What works well for you?
Most of my work in this stage is s-u-p-e-r-s-l-o-w practice with focus on touch and tone, nothing like a magic "interpretation" or anything. The music usually plays itself rather well without artificial tricks if you do what you have to do.
Out of curiosity, are both of you concert pianists? Your posts and tips here have truly given me wonderful advice. It's ok .... I won't ask your names .. it is just that whenever i read your posts, I notice that your insights are high calibre.
For the "grounding", I take the pieces by storm. This means page by page until they are more or less ready to be worked on artistically. Any mechanical "difficulties" that hamper the flow are dealt with without delay with zero tolerance in terms of hesitation etc. I go on doing this (on that same first day) just as long as it takes
does this mean you might spend days practicing one piece only and foregoing all other pieces?

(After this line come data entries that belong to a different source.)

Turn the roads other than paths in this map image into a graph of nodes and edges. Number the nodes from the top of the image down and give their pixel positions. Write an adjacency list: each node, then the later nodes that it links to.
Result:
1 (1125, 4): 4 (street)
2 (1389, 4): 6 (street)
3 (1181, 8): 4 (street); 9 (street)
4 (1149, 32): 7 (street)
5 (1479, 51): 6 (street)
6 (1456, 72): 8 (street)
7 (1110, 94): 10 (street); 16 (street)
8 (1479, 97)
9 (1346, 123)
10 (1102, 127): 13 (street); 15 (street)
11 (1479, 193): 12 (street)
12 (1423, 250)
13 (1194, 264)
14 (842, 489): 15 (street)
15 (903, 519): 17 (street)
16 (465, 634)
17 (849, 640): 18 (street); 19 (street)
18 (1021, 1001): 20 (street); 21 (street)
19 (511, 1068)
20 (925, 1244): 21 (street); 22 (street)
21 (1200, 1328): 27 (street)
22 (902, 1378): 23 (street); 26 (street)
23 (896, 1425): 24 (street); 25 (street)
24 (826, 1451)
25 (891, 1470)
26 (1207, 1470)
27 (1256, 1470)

No. Not at the stage you quoted. If I cannot get the basics (the notes, the mechanics and all requirements in terms of tempo) of a piece ready within a couple of hours, then the game is not worth the candle, and I will rather put such a piece aside and take something else.The other stage, though, (working slowly on touch and tone as soon as I know my pieces thoroughly) is different. I may indeed work the whole day on part of 1 piece only, and leave the rest of my repertoire alone.
So how do you work on things like, say, the dante sonata or Beethoven op 110/101? Do you manage to play them through, in a good tempo, a few hours after your first look?
The "grounding" (first layer of paint) as I called it above, yes. That is the benefit for me personally of developing the mechanics/motorics of piano technique not per each piece, but separately, in special books on technical formulas,
And loads and loads of Bach, I assume?